→ INSTRUCTIONS TO FOLLOW
Copy each line below that includes "FIELDING".

→ Stored data
---
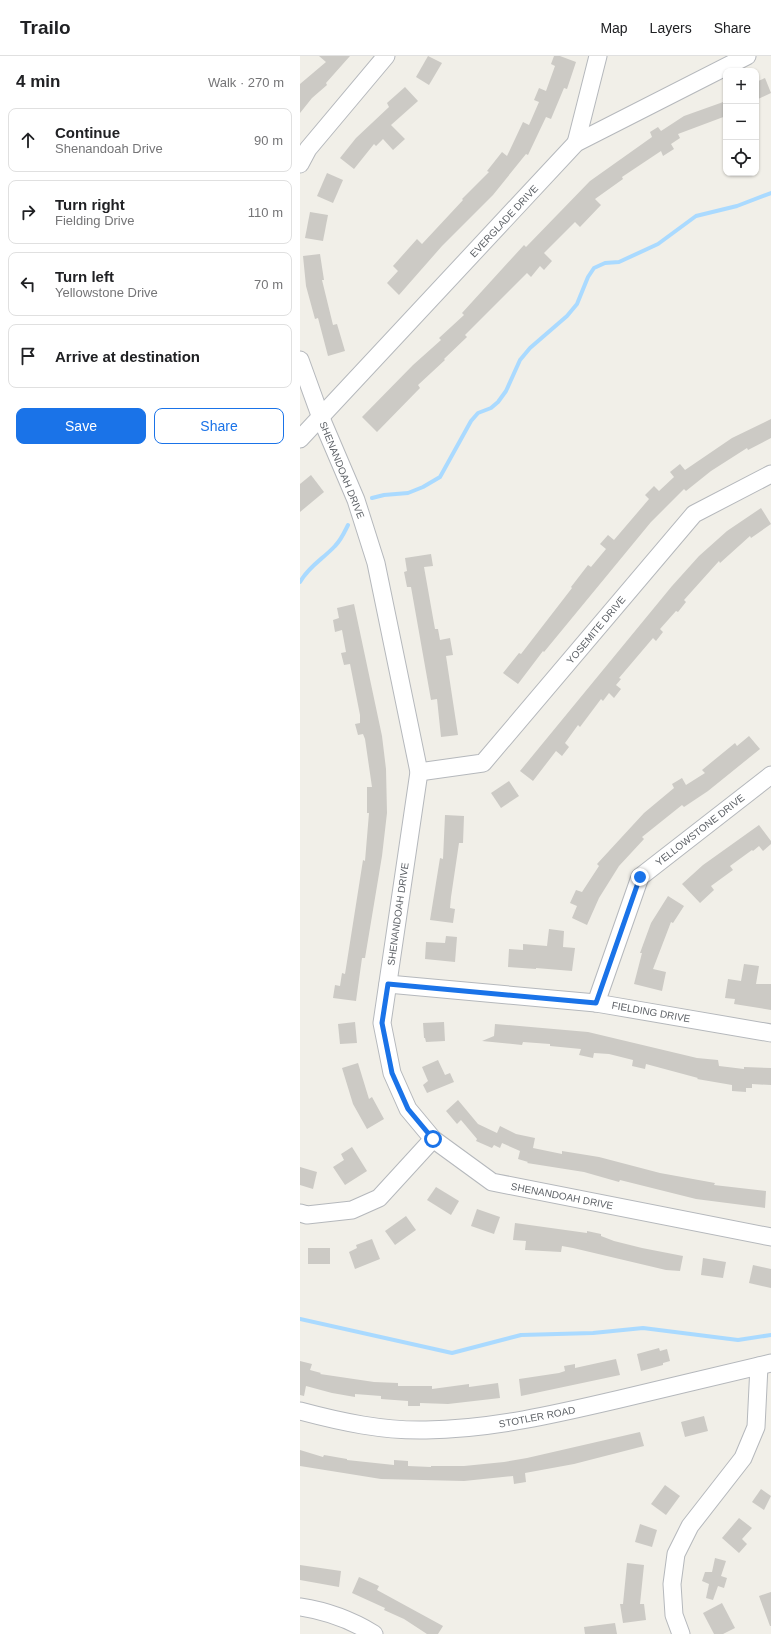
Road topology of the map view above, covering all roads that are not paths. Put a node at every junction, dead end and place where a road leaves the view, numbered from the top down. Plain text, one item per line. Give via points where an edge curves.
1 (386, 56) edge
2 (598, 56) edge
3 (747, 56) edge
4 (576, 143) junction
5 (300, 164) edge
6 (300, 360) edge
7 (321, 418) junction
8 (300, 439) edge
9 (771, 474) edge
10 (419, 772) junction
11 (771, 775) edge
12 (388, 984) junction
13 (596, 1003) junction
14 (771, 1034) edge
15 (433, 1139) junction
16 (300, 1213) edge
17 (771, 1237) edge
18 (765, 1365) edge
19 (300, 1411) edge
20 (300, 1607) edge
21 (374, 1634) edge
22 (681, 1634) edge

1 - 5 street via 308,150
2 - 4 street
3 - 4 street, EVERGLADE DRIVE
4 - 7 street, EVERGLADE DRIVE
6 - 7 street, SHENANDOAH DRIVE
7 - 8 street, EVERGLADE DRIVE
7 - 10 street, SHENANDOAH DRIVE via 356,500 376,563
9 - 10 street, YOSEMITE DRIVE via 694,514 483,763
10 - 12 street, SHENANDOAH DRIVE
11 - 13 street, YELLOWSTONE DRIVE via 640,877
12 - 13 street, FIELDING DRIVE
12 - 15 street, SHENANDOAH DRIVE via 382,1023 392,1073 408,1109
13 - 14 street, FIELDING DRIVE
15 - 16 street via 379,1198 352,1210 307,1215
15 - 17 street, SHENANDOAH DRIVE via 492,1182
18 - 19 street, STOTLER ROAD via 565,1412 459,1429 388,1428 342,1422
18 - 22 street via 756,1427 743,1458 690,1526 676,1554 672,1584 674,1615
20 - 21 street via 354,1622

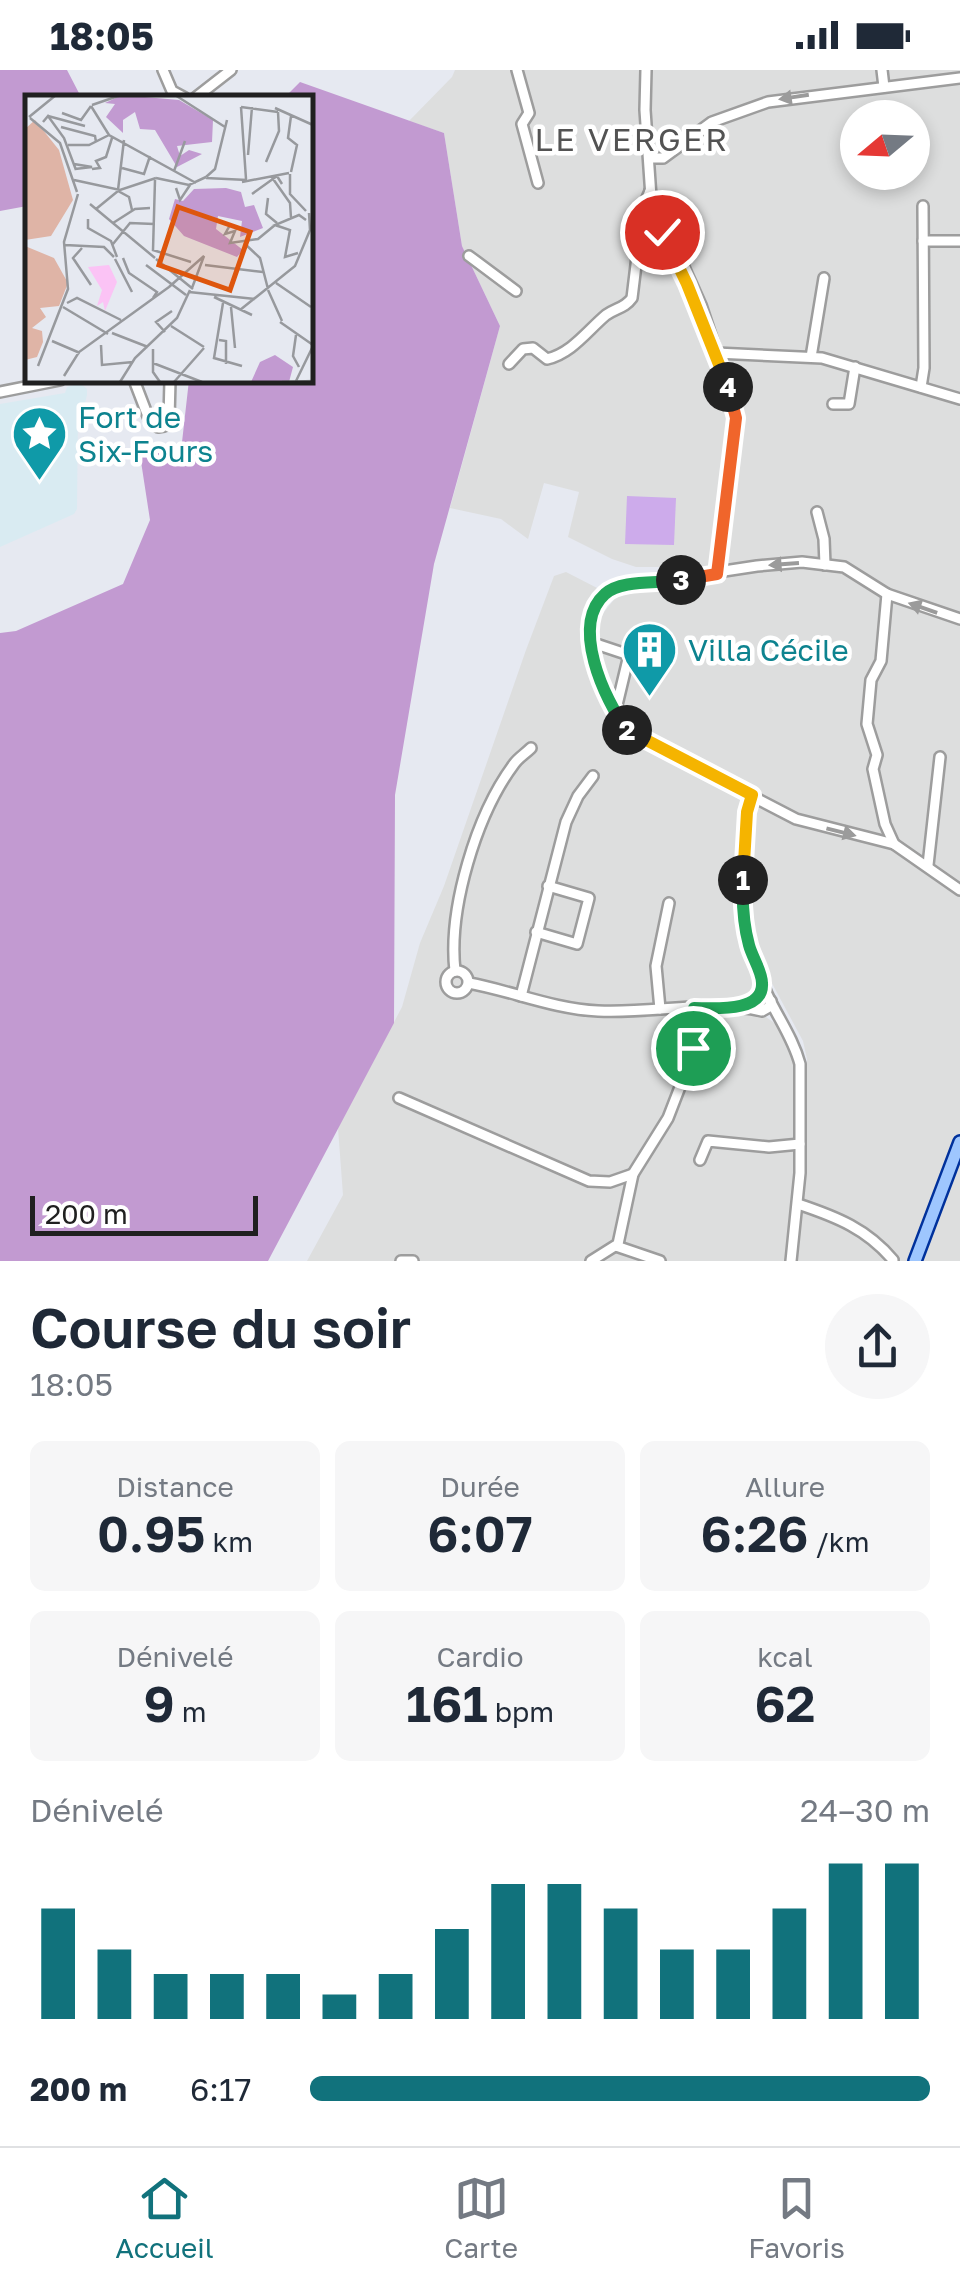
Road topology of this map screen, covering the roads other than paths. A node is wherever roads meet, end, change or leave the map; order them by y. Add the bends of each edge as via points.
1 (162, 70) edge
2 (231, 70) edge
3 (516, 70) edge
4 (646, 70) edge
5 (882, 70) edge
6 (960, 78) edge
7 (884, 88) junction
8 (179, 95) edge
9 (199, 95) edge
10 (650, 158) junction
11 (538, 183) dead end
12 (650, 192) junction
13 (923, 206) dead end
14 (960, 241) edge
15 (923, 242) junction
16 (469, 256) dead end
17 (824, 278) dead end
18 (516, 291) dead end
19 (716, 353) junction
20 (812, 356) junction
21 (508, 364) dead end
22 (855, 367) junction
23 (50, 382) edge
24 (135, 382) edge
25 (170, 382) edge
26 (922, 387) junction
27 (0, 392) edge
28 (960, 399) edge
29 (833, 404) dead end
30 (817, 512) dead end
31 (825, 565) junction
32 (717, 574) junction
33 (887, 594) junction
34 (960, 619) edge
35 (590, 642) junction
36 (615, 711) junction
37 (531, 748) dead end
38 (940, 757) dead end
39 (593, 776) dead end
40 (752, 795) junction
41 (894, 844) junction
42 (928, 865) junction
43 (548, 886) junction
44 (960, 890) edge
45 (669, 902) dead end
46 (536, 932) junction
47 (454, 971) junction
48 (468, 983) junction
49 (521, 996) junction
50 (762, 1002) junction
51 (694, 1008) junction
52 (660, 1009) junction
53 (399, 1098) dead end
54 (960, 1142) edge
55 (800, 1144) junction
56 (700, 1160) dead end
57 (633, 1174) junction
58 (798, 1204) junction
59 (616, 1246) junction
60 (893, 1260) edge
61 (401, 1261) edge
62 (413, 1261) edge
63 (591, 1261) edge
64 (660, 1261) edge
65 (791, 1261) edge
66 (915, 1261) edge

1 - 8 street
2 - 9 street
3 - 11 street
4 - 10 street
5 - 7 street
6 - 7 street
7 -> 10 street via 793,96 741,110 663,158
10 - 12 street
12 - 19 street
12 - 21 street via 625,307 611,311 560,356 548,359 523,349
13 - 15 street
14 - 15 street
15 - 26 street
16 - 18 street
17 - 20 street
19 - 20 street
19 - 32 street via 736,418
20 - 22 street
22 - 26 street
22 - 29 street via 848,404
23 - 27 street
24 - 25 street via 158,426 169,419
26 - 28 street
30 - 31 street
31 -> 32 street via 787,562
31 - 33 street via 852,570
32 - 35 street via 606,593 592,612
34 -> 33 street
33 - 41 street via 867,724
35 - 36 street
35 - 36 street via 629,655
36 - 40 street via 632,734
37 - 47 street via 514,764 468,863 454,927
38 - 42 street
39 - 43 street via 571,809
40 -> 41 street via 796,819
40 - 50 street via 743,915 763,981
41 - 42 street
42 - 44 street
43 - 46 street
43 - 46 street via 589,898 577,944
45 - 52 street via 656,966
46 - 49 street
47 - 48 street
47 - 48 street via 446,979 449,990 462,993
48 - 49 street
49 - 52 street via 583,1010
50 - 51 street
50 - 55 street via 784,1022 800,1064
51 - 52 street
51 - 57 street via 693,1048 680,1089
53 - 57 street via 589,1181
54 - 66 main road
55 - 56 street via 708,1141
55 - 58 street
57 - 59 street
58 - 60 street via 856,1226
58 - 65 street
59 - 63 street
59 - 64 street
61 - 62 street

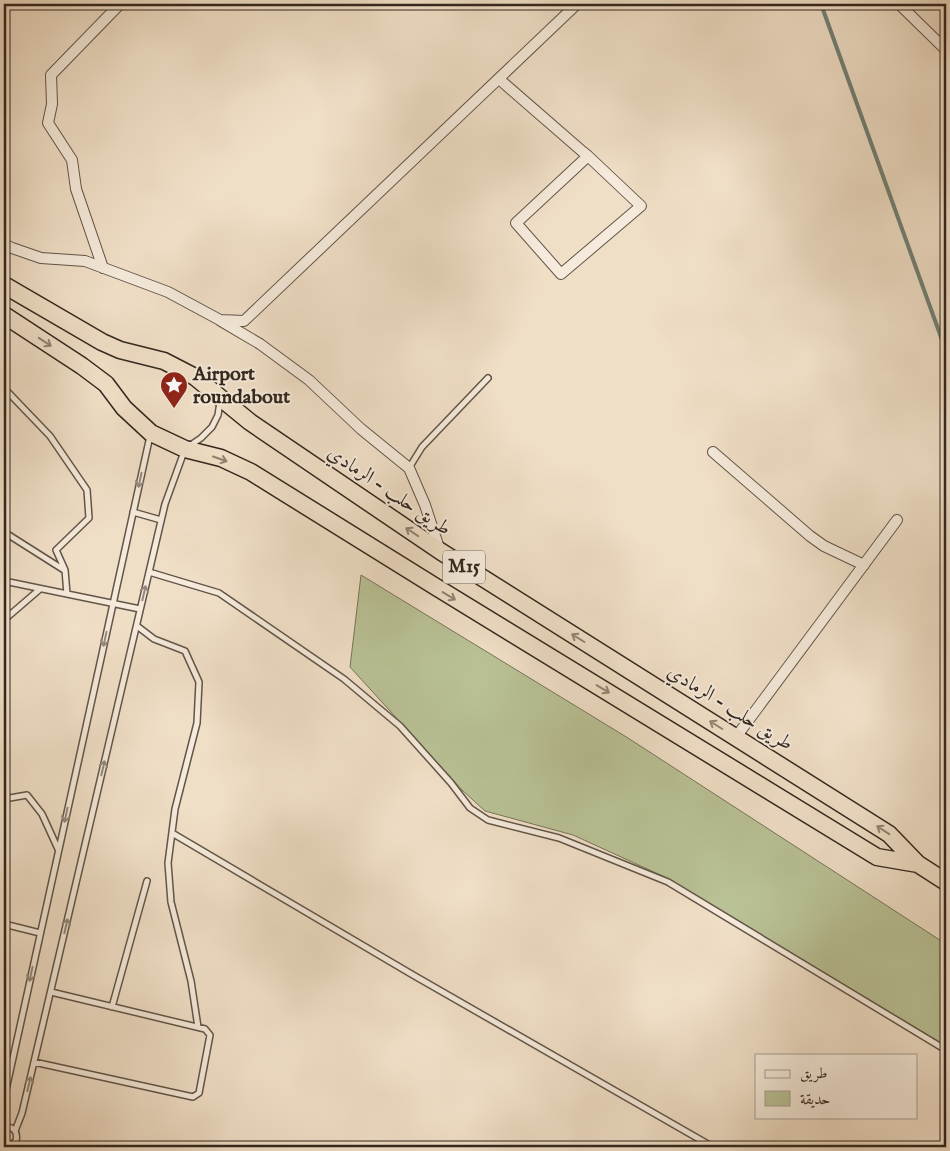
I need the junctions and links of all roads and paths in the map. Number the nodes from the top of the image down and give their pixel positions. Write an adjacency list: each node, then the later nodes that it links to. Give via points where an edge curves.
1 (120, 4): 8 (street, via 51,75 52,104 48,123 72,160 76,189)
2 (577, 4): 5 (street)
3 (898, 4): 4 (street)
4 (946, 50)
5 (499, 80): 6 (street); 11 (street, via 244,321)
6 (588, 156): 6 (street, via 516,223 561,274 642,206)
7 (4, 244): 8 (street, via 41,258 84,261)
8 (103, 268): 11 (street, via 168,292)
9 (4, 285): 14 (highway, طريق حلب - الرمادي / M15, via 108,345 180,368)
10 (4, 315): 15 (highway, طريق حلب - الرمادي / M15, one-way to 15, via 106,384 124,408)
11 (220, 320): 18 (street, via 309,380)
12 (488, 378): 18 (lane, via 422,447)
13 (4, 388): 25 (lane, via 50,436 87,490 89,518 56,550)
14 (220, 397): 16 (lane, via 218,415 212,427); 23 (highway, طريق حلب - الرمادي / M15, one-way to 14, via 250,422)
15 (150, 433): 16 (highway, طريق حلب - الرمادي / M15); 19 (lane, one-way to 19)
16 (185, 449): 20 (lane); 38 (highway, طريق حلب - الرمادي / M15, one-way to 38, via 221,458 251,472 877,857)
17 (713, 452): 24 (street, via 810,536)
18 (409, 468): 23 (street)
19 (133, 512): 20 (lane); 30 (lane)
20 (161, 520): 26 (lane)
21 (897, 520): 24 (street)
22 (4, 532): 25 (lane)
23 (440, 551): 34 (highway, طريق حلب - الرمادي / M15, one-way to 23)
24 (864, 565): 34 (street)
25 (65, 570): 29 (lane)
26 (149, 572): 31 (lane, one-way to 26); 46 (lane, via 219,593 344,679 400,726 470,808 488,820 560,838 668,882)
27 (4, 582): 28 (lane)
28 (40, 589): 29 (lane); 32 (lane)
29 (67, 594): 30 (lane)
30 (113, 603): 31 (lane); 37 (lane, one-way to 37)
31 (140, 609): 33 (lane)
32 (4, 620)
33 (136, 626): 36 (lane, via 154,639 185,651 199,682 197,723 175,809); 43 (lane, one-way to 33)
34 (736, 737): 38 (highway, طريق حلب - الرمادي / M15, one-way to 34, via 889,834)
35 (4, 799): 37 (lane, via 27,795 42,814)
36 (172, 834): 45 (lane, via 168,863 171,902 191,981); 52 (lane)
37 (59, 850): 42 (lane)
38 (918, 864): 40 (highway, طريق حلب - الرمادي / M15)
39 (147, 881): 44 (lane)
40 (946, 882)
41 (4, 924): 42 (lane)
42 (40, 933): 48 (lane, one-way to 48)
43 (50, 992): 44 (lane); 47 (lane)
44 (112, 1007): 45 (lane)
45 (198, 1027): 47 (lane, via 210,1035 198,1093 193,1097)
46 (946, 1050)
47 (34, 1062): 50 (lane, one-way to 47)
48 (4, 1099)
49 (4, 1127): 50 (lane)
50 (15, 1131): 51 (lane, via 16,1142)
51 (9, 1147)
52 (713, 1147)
---
→ SOLUTION
12 - 13 street, FIELDING DRIVE
13 - 14 street, FIELDING DRIVE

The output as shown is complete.